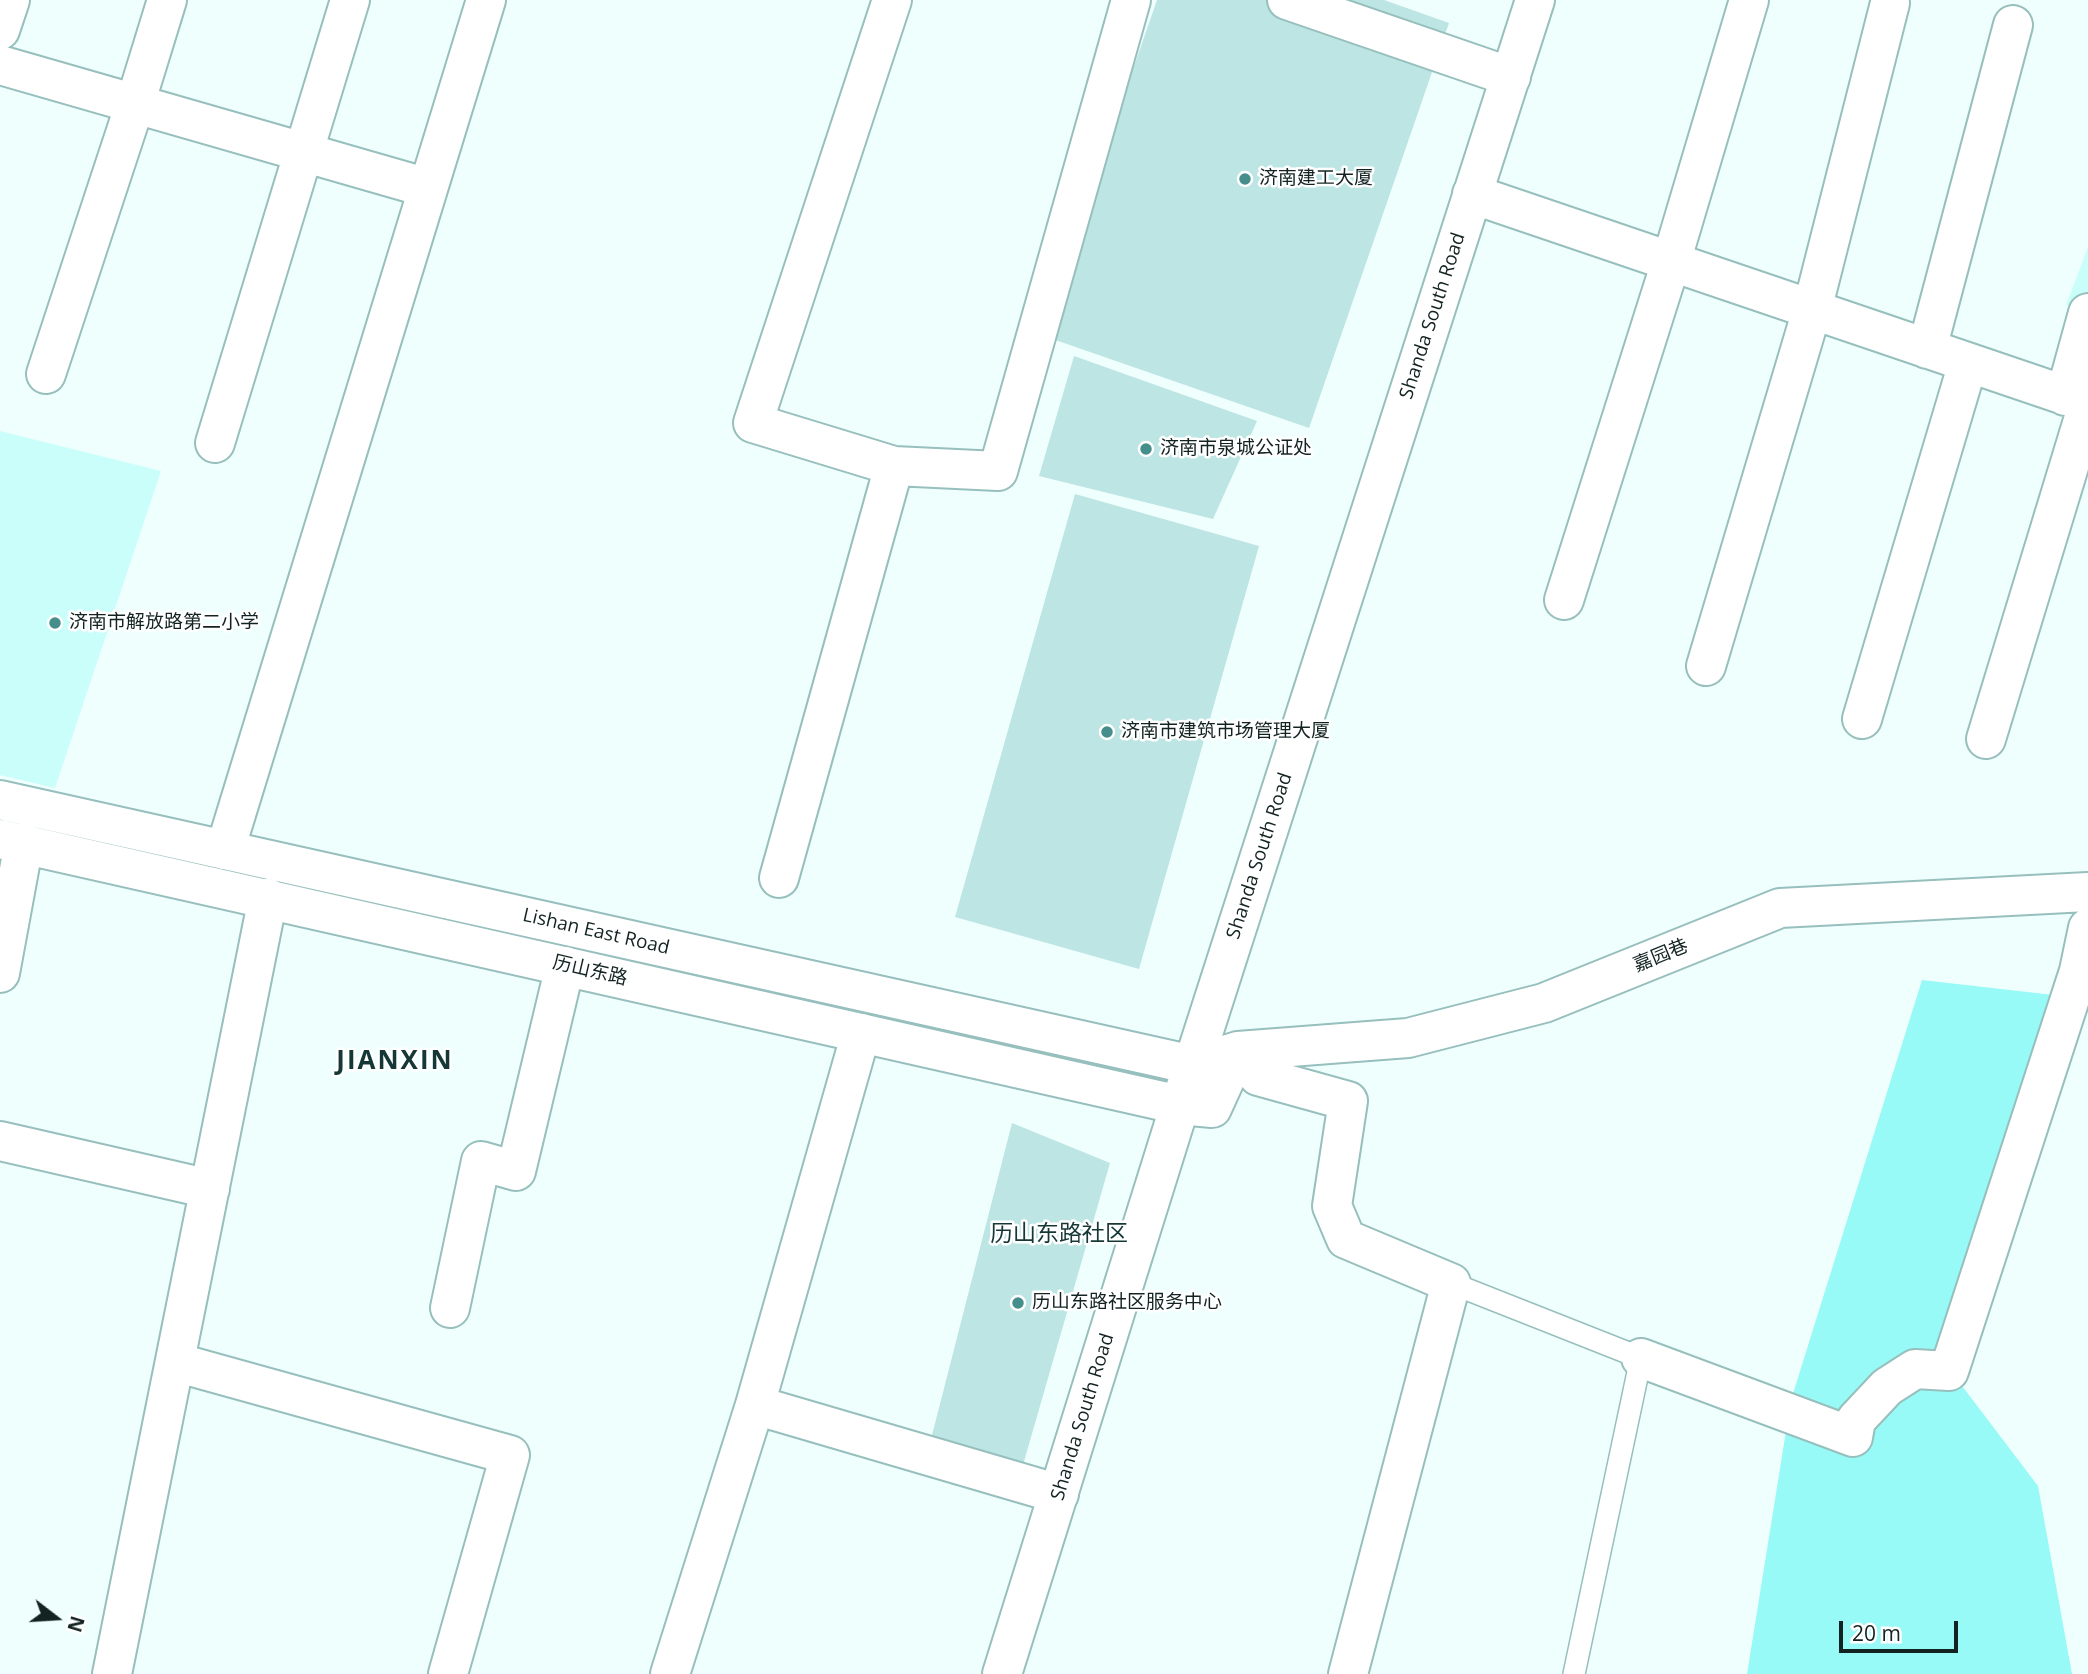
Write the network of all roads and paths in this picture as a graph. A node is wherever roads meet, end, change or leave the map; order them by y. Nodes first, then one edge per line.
1 (10, 0) edge
2 (167, 0) edge
3 (350, 0) edge
4 (486, 0) edge
5 (892, 0) edge
6 (1131, 0) edge
7 (1287, 0) edge
8 (1535, 0) edge
9 (1749, 0) edge
10 (1890, 3) dead end
11 (2013, 25) dead end
12 (0, 30) edge
13 (0, 65) edge
14 (1510, 77) junction
15 (135, 104) junction
16 (304, 152) junction
17 (428, 188) junction
18 (1472, 194) junction
19 (1671, 261) junction
20 (1812, 310) junction
21 (2088, 313) edge
22 (1927, 349) junction
23 (1968, 363) junction
24 (46, 374) dead end
25 (2080, 401) edge
26 (215, 443) dead end
27 (894, 466) junction
28 (1564, 600) dead end
29 (1706, 666) dead end
30 (1862, 719) dead end
31 (1986, 739) dead end
32 (0, 800) edge
33 (12, 841) edge
34 (225, 850) junction
35 (779, 878) dead end
36 (268, 898) junction
37 (2088, 904) edge
38 (565, 966) junction
39 (2083, 972) edge
40 (0, 974) edge
41 (861, 1033) junction
42 (1237, 1051) junction
43 (1192, 1065) junction
44 (1180, 1105) junction
45 (0, 1141) edge
46 (211, 1189) junction
47 (1451, 1283) junction
48 (450, 1308) dead end
49 (1641, 1358) junction
50 (176, 1362) junction
51 (755, 1405) junction
52 (1059, 1494) junction
53 (112, 1674) edge
54 (448, 1674) edge
55 (670, 1674) edge
56 (1002, 1674) edge
57 (1348, 1674) edge
58 (1574, 1674) edge

1 - 12 street
2 - 15 street
3 - 16 street
4 - 17 street
5 - 27 street
6 - 27 street
7 - 14 street
8 - 14 street, Shanda South Road
9 - 19 street
10 - 20 street
11 - 22 street
13 - 15 street
14 - 18 street, Shanda South Road
15 - 16 street
15 - 24 street
16 - 17 street
16 - 26 street
17 - 34 street
18 - 19 street
18 - 43 street, Shanda South Road
19 - 20 street
19 - 28 street
20 - 22 street
20 - 29 street
21 - 25 street
22 - 23 street
23 - 25 street
23 - 30 street
25 - 31 street
27 - 35 street
32 - 34 street, Lishan East Road
33 - 36 street, 历山东路
33 - 40 street
34 - 43 street, Lishan East Road
36 - 38 street, 历山东路
36 - 46 street
37 - 39 street
37 - 42 street, 嘉园巷
38 - 41 street, 历山东路
38 - 48 street
39 - 49 street
41 - 44 street, 历山东路
41 - 51 street
42 - 43 street, 嘉园巷
42 - 44 street, 历山东路
42 - 47 street
43 - 44 street, Shanda South Road
44 - 52 street, Shanda South Road
45 - 46 street
46 - 50 street
47 - 49 lane
47 - 57 street
49 - 58 lane
50 - 53 street
50 - 54 street
51 - 52 street
51 - 55 street
52 - 56 street, Shanda South Road

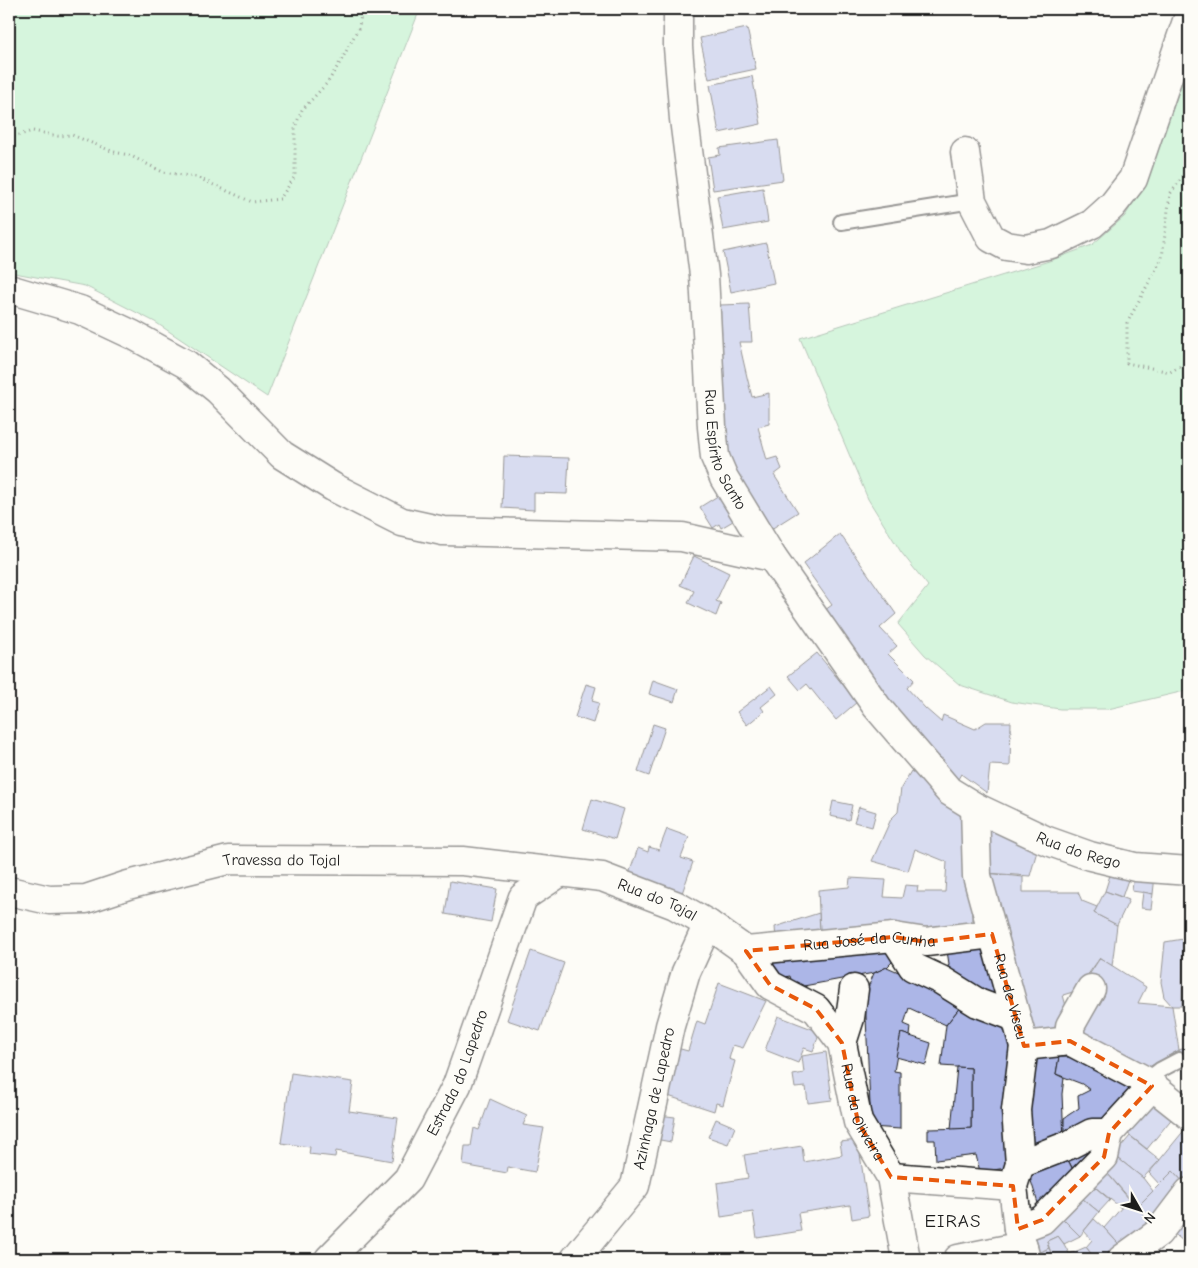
+++
EXERCISE GOAL
Would you copy out the material above exactly, without the pictures in it?

YOUR RESPONSE
Write the network of all roads and paths in this picture as a graph. A node is wherever roads meet, end, change or leave the map; order them by y. Nodes first, then one edge per line.
1 (10, 0) edge
2 (167, 0) edge
3 (350, 0) edge
4 (486, 0) edge
5 (892, 0) edge
6 (1131, 0) edge
7 (1287, 0) edge
8 (1535, 0) edge
9 (1749, 0) edge
10 (1890, 3) dead end
11 (2013, 25) dead end
12 (0, 30) edge
13 (0, 65) edge
14 (1510, 77) junction
15 (135, 104) junction
16 (304, 152) junction
17 (428, 188) junction
18 (1472, 194) junction
19 (1671, 261) junction
20 (1812, 310) junction
21 (2088, 313) edge
22 (1927, 349) junction
23 (1968, 363) junction
24 (46, 374) dead end
25 (2080, 401) edge
26 (215, 443) dead end
27 (894, 466) junction
28 (1564, 600) dead end
29 (1706, 666) dead end
30 (1862, 719) dead end
31 (1986, 739) dead end
32 (0, 800) edge
33 (12, 841) edge
34 (225, 850) junction
35 (779, 878) dead end
36 (268, 898) junction
37 (2088, 904) edge
38 (565, 966) junction
39 (2083, 972) edge
40 (0, 974) edge
41 (861, 1033) junction
42 (1237, 1051) junction
43 (1192, 1065) junction
44 (1180, 1105) junction
45 (0, 1141) edge
46 (211, 1189) junction
47 (1451, 1283) junction
48 (450, 1308) dead end
49 (1641, 1358) junction
50 (176, 1362) junction
51 (755, 1405) junction
52 (1059, 1494) junction
53 (112, 1674) edge
54 (448, 1674) edge
55 (670, 1674) edge
56 (1002, 1674) edge
57 (1348, 1674) edge
58 (1574, 1674) edge

1 - 12 street
2 - 15 street
3 - 16 street
4 - 17 street
5 - 27 street
6 - 27 street
7 - 14 street
8 - 14 street, Shanda South Road
9 - 19 street
10 - 20 street
11 - 22 street
13 - 15 street
14 - 18 street, Shanda South Road
15 - 16 street
15 - 24 street
16 - 17 street
16 - 26 street
17 - 34 street
18 - 19 street
18 - 43 street, Shanda South Road
19 - 20 street
19 - 28 street
20 - 22 street
20 - 29 street
21 - 25 street
22 - 23 street
23 - 25 street
23 - 30 street
25 - 31 street
27 - 35 street
32 - 34 street, Lishan East Road
33 - 36 street, 历山东路
33 - 40 street
34 - 43 street, Lishan East Road
36 - 38 street, 历山东路
36 - 46 street
37 - 39 street
37 - 42 street, 嘉园巷
38 - 41 street, 历山东路
38 - 48 street
39 - 49 street
41 - 44 street, 历山东路
41 - 51 street
42 - 43 street, 嘉园巷
42 - 44 street, 历山东路
42 - 47 street
43 - 44 street, Shanda South Road
44 - 52 street, Shanda South Road
45 - 46 street
46 - 50 street
47 - 49 lane
47 - 57 street
49 - 58 lane
50 - 53 street
50 - 54 street
51 - 52 street
51 - 55 street
52 - 56 street, Shanda South Road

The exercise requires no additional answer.